Osmo is best known for its line of learning toys that combine physical play and an iPad: A mirror is clipped at the top of a vertically-propped iPad running the app, allowing it to see blocks and other toy shapes that are placed on the table below. The Osmo system’s been used to teach words, shapes and even music, but Mindracers represents the company’s first product built for play more than education.
The idea is that the camera will recognize the cars placed in front of the camera, and then put those exact vehicles onto virtual tracks representing popular flights of fantasy like under the sea and in space. But, rather than ask kids to simply push around a toy car in front of their iPad, Mindracers also borrows another staple from the Hot Wheels legacy: a plastic track.
In the real world, Mindracers games will take place on a plastic base included with every set, which holds the iPad at one end and has two tracks for cars on the other. When the buttons on each side are pushed, the cars are released onto the track, with the iPad camera scanning them as they zip by underneath into the tunnel. It’s a little elaborate and even unnecessary, but it does add a bit of playful grandeur to the start of each race. Additionally, if the players release their cars at just the right time, they see a boost in the virtual race itself.
The velocity each vehicle reaches depends on a series of tokens each player gets. These red or blue discs are thrown onto the track throughout the race, with the ability to speed up your car or hinder the opponent. There’s a bit of strategy in figuring out what to throw down and when. Each disc has a unique pattern on it so they can only be used once per race; a kid can’t just keep picking them back up to reuse them, forcing the child to be choosy with how they play. But it’s still possible to mess with the system in other ways, like blocking your opponents’ tokens with your own or even obscuring the camera entirely. For Osmo CEO Pramod Sharma, this is all fine because the company wants to encourage experimentation and creative thinking.

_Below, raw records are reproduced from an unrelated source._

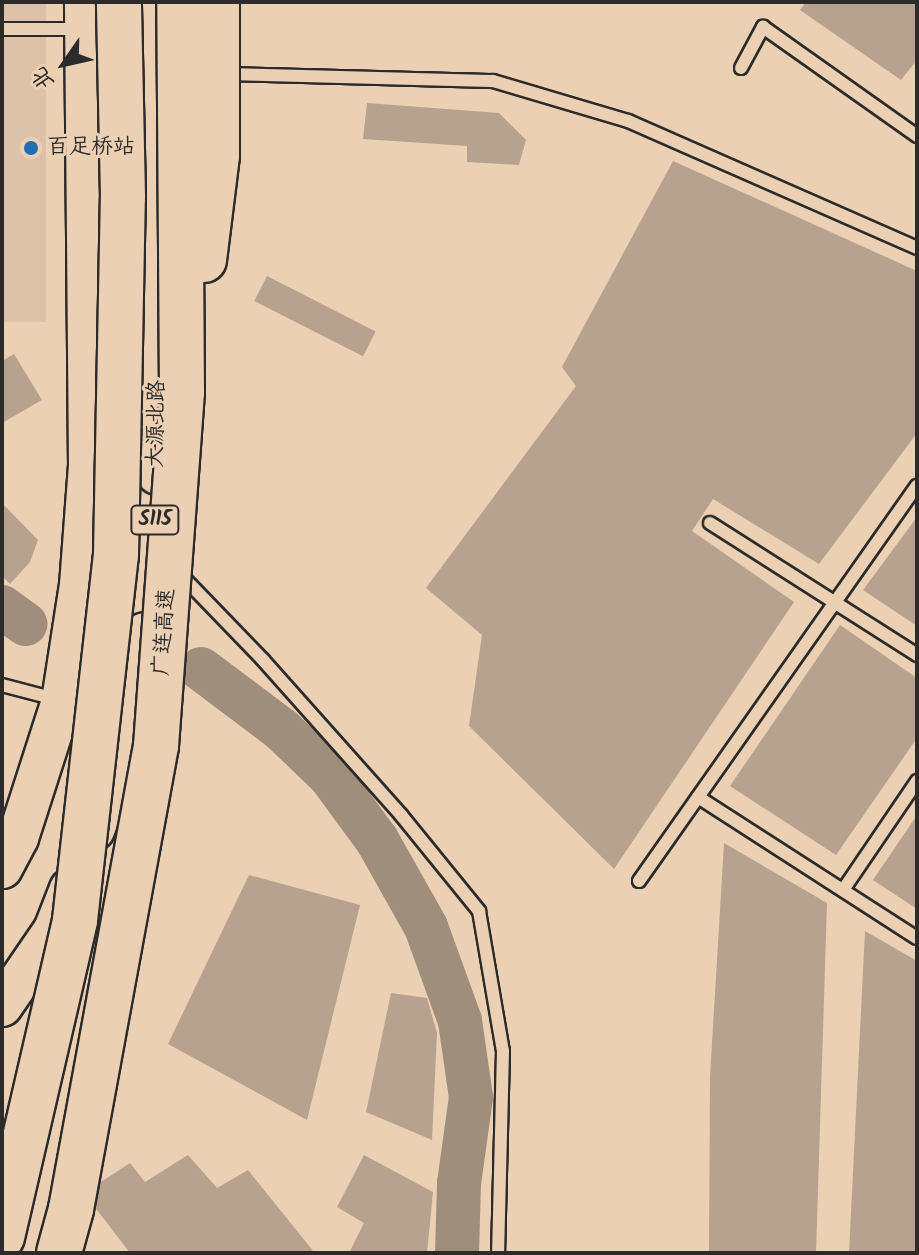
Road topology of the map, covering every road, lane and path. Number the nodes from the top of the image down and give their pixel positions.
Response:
1 (119, 2) edge
2 (154, 2) edge
3 (179, 2) edge
4 (217, 2) edge
5 (84, 16) edge
6 (2, 29) edge
7 (741, 68) dead end
8 (154, 74) junction
9 (917, 136) edge
10 (917, 248) edge
11 (176, 481) junction
12 (917, 486) edge
13 (710, 523) dead end
14 (153, 546) junction
15 (835, 603) junction
16 (917, 655) edge
17 (2, 685) edge
18 (62, 701) junction
19 (917, 781) edge
20 (698, 797) junction
21 (2, 868) edge
22 (639, 881) dead end
23 (843, 890) junction
24 (917, 938) edge
25 (2, 1006) edge
26 (2, 1237) edge
27 (59, 1253) edge
28 (498, 1253) edge

1 - 26 highway, bridge
2 - 8 main road, 大源北路 / S115
3 - 11 highway, 广连高速, bridge
4 - 11 highway, bridge
5 - 6 lane
5 - 18 main road
7 - 9 lane
8 - 10 lane
8 - 14 main road, 大源北路 / S115
11 - 27 highway, 广连高速, bridge
12 - 15 lane
13 - 15 lane
14 - 25 main road, 大源北路 / S115
14 - 28 lane
15 - 16 lane
15 - 20 lane
17 - 18 lane
18 - 21 main road
19 - 23 lane
20 - 22 lane
20 - 23 lane
23 - 24 lane

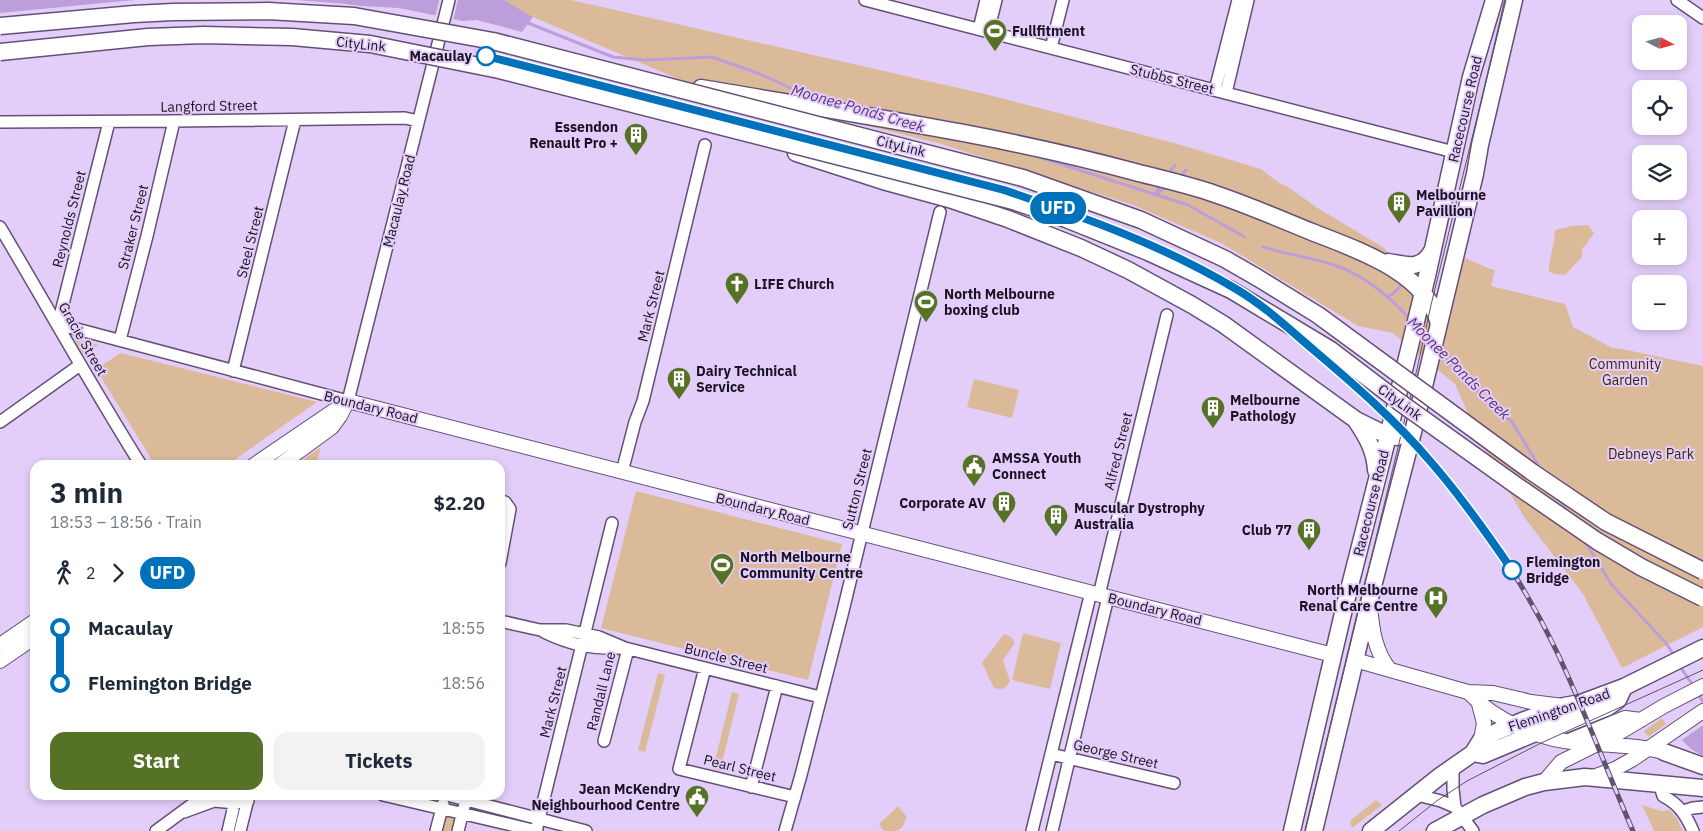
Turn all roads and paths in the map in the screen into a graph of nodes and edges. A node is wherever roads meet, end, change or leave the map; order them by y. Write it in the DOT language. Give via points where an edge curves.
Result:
graph roads {
  1 [pos="449,0"];
  2 [pos="865,0"];
  3 [pos="986,0"];
  4 [pos="996,0"];
  5 [pos="1062,0"];
  6 [pos="1238,0"];
  7 [pos="1248,0"];
  8 [pos="1494,0"];
  9 [pos="1514,0"];
  10 [pos="1677,0"];
  11 [pos="1703,18"];
  12 [pos="0,26"];
  13 [pos="983,30"];
  14 [pos="1051,48"];
  15 [pos="0,52"];
  16 [pos="628,76"];
  17 [pos="1221,91"];
  18 [pos="295,120"];
  19 [pos="418,121"];
  20 [pos="0,122"];
  21 [pos="109,122"];
  22 [pos="174,122"];
  23 [pos="700,122"];
  24 [pos="705,145"];
  25 [pos="1454,152"];
  26 [pos="1477,162"];
  27 [pos="940,212"];
  28 [pos="0,227"];
  29 [pos="1432,250"];
  30 [pos="1402,269"];
  31 [pos="1422,296"];
  32 [pos="1167,315"];
  33 [pos="58,324"];
  34 [pos="1439,324"];
  35 [pos="120,340"];
  36 [pos="80,365"];
  37 [pos="233,371"];
  38 [pos="348,401"];
  39 [pos="1353,418"];
  40 [pos="0,422"];
  41 [pos="1388,434"];
  42 [pos="1411,442"];
  43 [pos="138,460"];
  44 [pos="261,460"];
  45 [pos="287,460"];
  46 [pos="622,472"];
  47 [pos="1377,480"];
  48 [pos="505,502"];
  49 [pos="612,523"];
  50 [pos="861,534"];
  51 [pos="505,536"];
  52 [pos="1703,571"];
  53 [pos="1100,595"];
  54 [pos="1370,598"];
  55 [pos="1703,598"];
  56 [pos="505,622"];
  57 [pos="30,625"];
  58 [pos="30,638"];
  59 [pos="584,640"];
  60 [pos="8,645"];
  61 [pos="626,648"];
  62 [pos="1703,648"];
  63 [pos="1333,655"];
  64 [pos="1355,660"];
  65 [pos="0,661"];
  66 [pos="705,668"];
  67 [pos="1390,670"];
  68 [pos="777,686"];
  69 [pos="1703,686"];
  70 [pos="1624,687"];
  71 [pos="1468,692"];
  72 [pos="820,697"];
  73 [pos="1479,704"];
  74 [pos="1571,705"];
  75 [pos="1703,711"];
  76 [pos="1640,720"];
  77 [pos="1513,724"];
  78 [pos="1540,730"];
  79 [pos="604,741"];
  80 [pos="1568,742"];
  81 [pos="1595,744"];
  82 [pos="1477,747"];
  83 [pos="1656,750"];
  84 [pos="1051,754"];
  85 [pos="1069,758"];
  86 [pos="1453,766"];
  87 [pos="1703,766"];
  88 [pos="1590,777"];
  89 [pos="1544,782"];
  90 [pos="1174,783"];
  91 [pos="1659,783"];
  92 [pos="751,786"];
  93 [pos="1703,788"];
  94 [pos="1417,795"];
  95 [pos="794,797"];
  96 [pos="199,800"];
  97 [pos="223,800"];
  98 [pos="241,800"];
  99 [pos="242,800"];
  100 [pos="404,800"];
  101 [pos="445,800"];
  102 [pos="466,800"];
  103 [pos="1703,808"];
  104 [pos="442,809"];
  105 [pos="1683,811"];
  106 [pos="184,812"];
  107 [pos="1458,812"];
  108 [pos="462,814"];
  109 [pos="539,819"];
  110 [pos="156,831"];
  111 [pos="228,831"];
  112 [pos="240,831"];
  113 [pos="436,831"];
  114 [pos="458,831"];
  115 [pos="537,831"];
  116 [pos="586,831"];
  117 [pos="785,831"];
  118 [pos="1032,831"];
  119 [pos="1052,831"];
  120 [pos="1292,831"];
  121 [pos="1314,831"];
  122 [pos="1371,831"];
  123 [pos="1435,831"];
  124 [pos="1473,831"];
  125 [pos="1693,831"];
  1 -- 19 [label="street, Macaulay Road"];
  2 -- 13 [label="street, Stubbs Street"];
  3 -- 13 [label="street"];
  4 -- 13 [label="street"];
  5 -- 14 [label="street"];
  6 -- 17 [label="street"];
  7 -- 17 [label="street"];
  8 -- 25 [label="highway, Racecourse Road" via="1471,77"];
  9 -- 26 [label="highway, Racecourse Road"];
  10 -- 11 [label="street"];
  12 -- 16 [label="highway, CityLink, bridge" via="173,12 268,11 354,16 493,42"];
  13 -- 14 [label="street, Stubbs Street"];
  14 -- 17 [label="street, Stubbs Street"];
  15 -- 23 [label="highway, CityLink, bridge" via="148,37 204,35 370,44 499,70"];
  16 -- 30 [label="highway, bridge" via="1009,141 1087,159 1214,193"];
  16 -- 52 [label="highway, CityLink, bridge" via="1023,178 1178,236 1225,259 1318,314 1532,472 1606,522"];
  17 -- 25 [label="street, Stubbs Street"];
  18 -- 19 [label="street, Langford Street" via="409,118"];
  18 -- 22 [label="street, Langford Street"];
  18 -- 37 [label="street, Steel Street"];
  19 -- 38 [label="street, Macaulay Road"];
  20 -- 21 [label="street, Langford Street"];
  21 -- 22 [label="street, Langford Street"];
  21 -- 33 [label="street, Reynolds Street"];
  22 -- 35 [label="street, Straker Street"];
  23 -- 39 [label="highway, bridge" via="949,199 1081,248 1128,270 1223,324"];
  23 -- 55 [label="highway, CityLink, bridge" via="1014,201 1148,252 1231,290 1331,350 1597,541"];
  24 -- 46 [label="street, Mark Street" via="643,401"];
  25 -- 26 [label="highway, Stubbs Street"];
  25 -- 29 [label="highway, Racecourse Road"];
  26 -- 34 [label="highway, Racecourse Road"];
  27 -- 50 [label="street, Sutton Street"];
  28 -- 33 [label="street, Gracie Street"];
  29 -- 30 [label="highway" via="1419,265"];
  29 -- 31 [label="highway, Racecourse Road"];
  30 -- 31 [label="highway"];
  31 -- 34 [label="highway" via="1435,311"];
  31 -- 41 [label="highway, Racecourse Road"];
  32 -- 53 [label="street, Alfred Street"];
  33 -- 35 [label="street, Boundary Road"];
  33 -- 36 [label="street, Gracie Street"];
  34 -- 42 [label="highway, Racecourse Road"];
  35 -- 37 [label="street, Boundary Road"];
  36 -- 40 [label="street"];
  36 -- 43 [label="street, Gracie Street"];
  37 -- 38 [label="street, Boundary Road"];
  38 -- 44 [label="main road"];
  38 -- 45 [label="main road, Macaulay Road" via="332,427"];
  38 -- 46 [label="main road, Boundary Road"];
  39 -- 41 [label="highway"];
  39 -- 47 [label="highway" via="1373,450"];
  41 -- 42 [label="highway"];
  41 -- 47 [label="highway, Racecourse Road"];
  42 -- 54 [label="highway, Racecourse Road"];
  46 -- 50 [label="main road, Boundary Road"];
  47 -- 63 [label="highway, Racecourse Road"];
  48 -- 51 [label="street" via="510,510"];
  49 -- 59 [label="street, Mark Street"];
  50 -- 53 [label="main road, Boundary Road"];
  50 -- 72 [label="street, Sutton Street"];
  53 -- 63 [label="main road, Boundary Road"];
  53 -- 84 [label="street, Alfred Street"];
  53 -- 85 [label="street, Alfred Street"];
  54 -- 64 [label="highway, Racecourse Road"];
  54 -- 67 [label="main road" via="1376,646"];
  56 -- 59 [label="street, Buncle Street" via="540,630 566,630"];
  57 -- 60 [label="main road"];
  58 -- 60 [label="main road"];
  59 -- 61 [label="street, Buncle Street" via="599,637"];
  59 -- 109 [label="street, Mark Street"];
  60 -- 65 [label="main road"];
  61 -- 66 [label="street, Buncle Street"];
  61 -- 79 [label="street, Randall Lane"];
  62 -- 70 [label="highway, Flemington Road"];
  63 -- 64 [label="highway, Boundary Road"];
  63 -- 120 [label="highway, Racecourse Road"];
  64 -- 67 [label="main road, Boundary Road"];
  64 -- 121 [label="highway, Racecourse Road"];
  66 -- 68 [label="street, Buncle Street"];
  66 -- 92 [label="street, Pearl Street" via="679,769"];
  67 -- 71 [label="main road, Boundary Road"];
  68 -- 72 [label="street, Buncle Street"];
  68 -- 92 [label="street"];
  69 -- 76 [label="main road"];
  70 -- 74 [label="highway, Flemington Road"];
  70 -- 78 [label="highway" via="1618,700 1608,707 1557,728"];
  71 -- 73 [label="main road"];
  71 -- 74 [label="main road, Boundary Road"];
  72 -- 95 [label="street, Sutton Street"];
  73 -- 77 [label="main road"];
  73 -- 82 [label="main road" via="1484,724"];
  74 -- 77 [label="highway, Flemington Road"];
  74 -- 78 [label="highway" via="1566,716"];
  75 -- 83 [label="main road"];
  76 -- 80 [label="main road" via="1625,718"];
  76 -- 81 [label="main road"];
  77 -- 78 [label="main road"];
  77 -- 82 [label="highway, Flemington Road"];
  78 -- 80 [label="main road"];
  78 -- 82 [label="highway" via="1483,755"];
  80 -- 81 [label="main road"];
  81 -- 83 [label="main road"];
  81 -- 89 [label="main road" via="1561,762"];
  82 -- 86 [label="highway, Flemington Road"];
  83 -- 87 [label="highway"];
  83 -- 88 [label="main road"];
  84 -- 85 [label="street, George Street"];
  84 -- 118 [label="street, Alfred Street"];
  85 -- 90 [label="street, George Street"];
  85 -- 119 [label="street, Alfred Street"];
  86 -- 94 [label="highway, Flemington Road"];
  86 -- 107 [label="street"];
  88 -- 89 [label="highway"];
  88 -- 91 [label="highway"];
  89 -- 107 [label="highway"];
  91 -- 93 [label="highway"];
  91 -- 105 [label="street" via="1663,796"];
  92 -- 95 [label="street, Pearl Street"];
  94 -- 107 [label="street" via="1441,801"];
  94 -- 122 [label="highway, Flemington Road"];
  95 -- 117 [label="street, Sutton Street"];
  96 -- 106 [label="street"];
  97 -- 106 [label="street"];
  98 -- 111 [label="street"];
  99 -- 112 [label="street"];
  100 -- 104 [label="street"];
  101 -- 104 [label="street"];
  102 -- 108 [label="street"];
  102 -- 109 [label="street"];
  103 -- 105 [label="street"];
  104 -- 108 [label="street"];
  104 -- 113 [label="street"];
  105 -- 125 [label="street"];
  106 -- 110 [label="street"];
  107 -- 123 [label="highway"];
  107 -- 124 [label="street"];
  108 -- 114 [label="street"];
  108 -- 115 [label="street"];
  109 -- 115 [label="street, Mark Street"];
  109 -- 116 [label="street"];
}
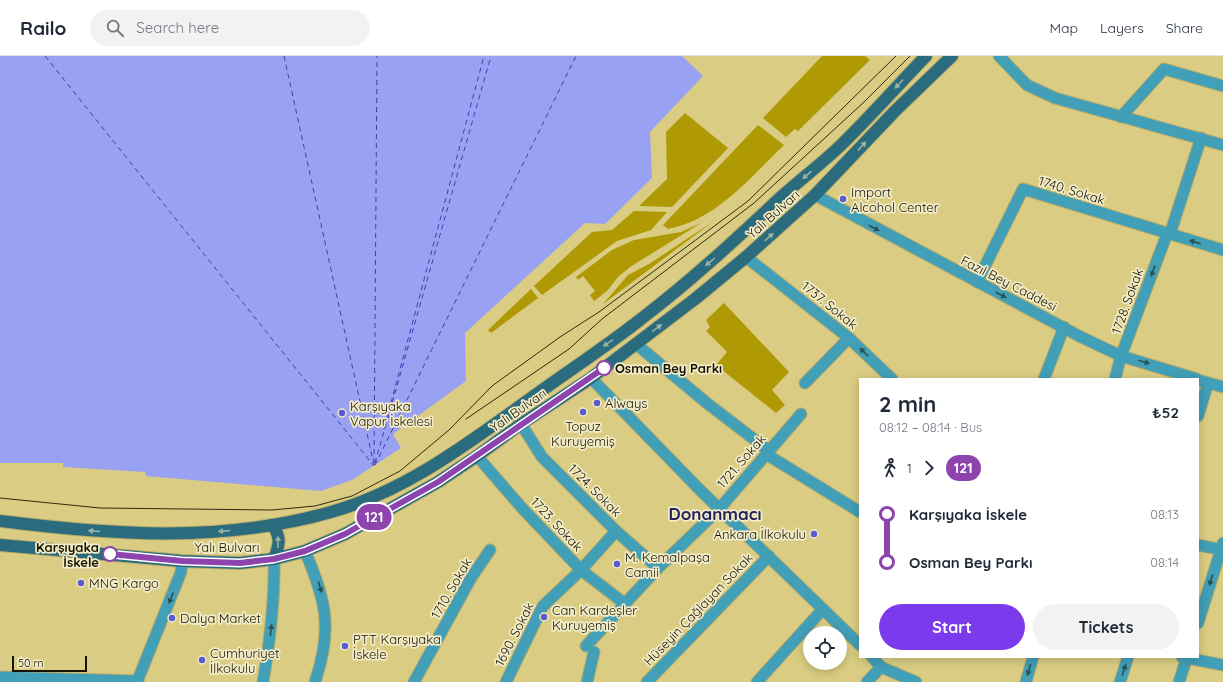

Mindracers has the typical two-player head-to-head mode, but there are also co-op challenges in the game, as Osmo found that kids actually preferred working together toward a common goal.
The basic Mindracers set will include the plastic track base and a set of five cars. The larger kit includes a detachable base for the iPad that makes it possible to use the set with other Osmo games like Masterpiece and Newton, included as part of the package. Almost everything snaps together so the set can be stored as one piece; there’s even has a compartment for the tokens. The one thing that can’t be tucked away in the track base are the cars themselves, which come with their own carrying case.
The full kit includes five cars, a varied mix of shapes and sizes. But you won’t find familiar car makes like Ferrari or Lamborghini, due to licensing costs. The toys included with the set instead draw from Hot Wheels’ inventory of original designs, with the specific selection chosen after polling both boys and girls over which ones they preferred. So there’s a sleek silver and orange one, a flame-decaled red number shaped like a cat and even an ice-blue dragon vehicle with pink wings. Mindracers is designed to work specifically with these cars and they’ll appear as animated avatars in the game. However, any car can be used; it just won’t get a specialized avatar. There are plans to expand the number of vehicles represented on-screen, including the possibility of adding more licensed brands.
The Mindracers game is available starting today, in two configurations: There’s the basic game with just the base track and cars, which will run you $59, while a larger kit including the Osmo base and games goes for $79. That’s a bit pricey compared to an old fashioned plastic track layout, which tend to start around $20 for a small set. But it also takes up a lot less space in your home, and lets two kids play at the same time — two things adults with messy children prone to squabbles will appreciate. In fact, parents might want to join in too, reliving their own childhood Hot Wheels experiences while experiencing something brand new with their kids.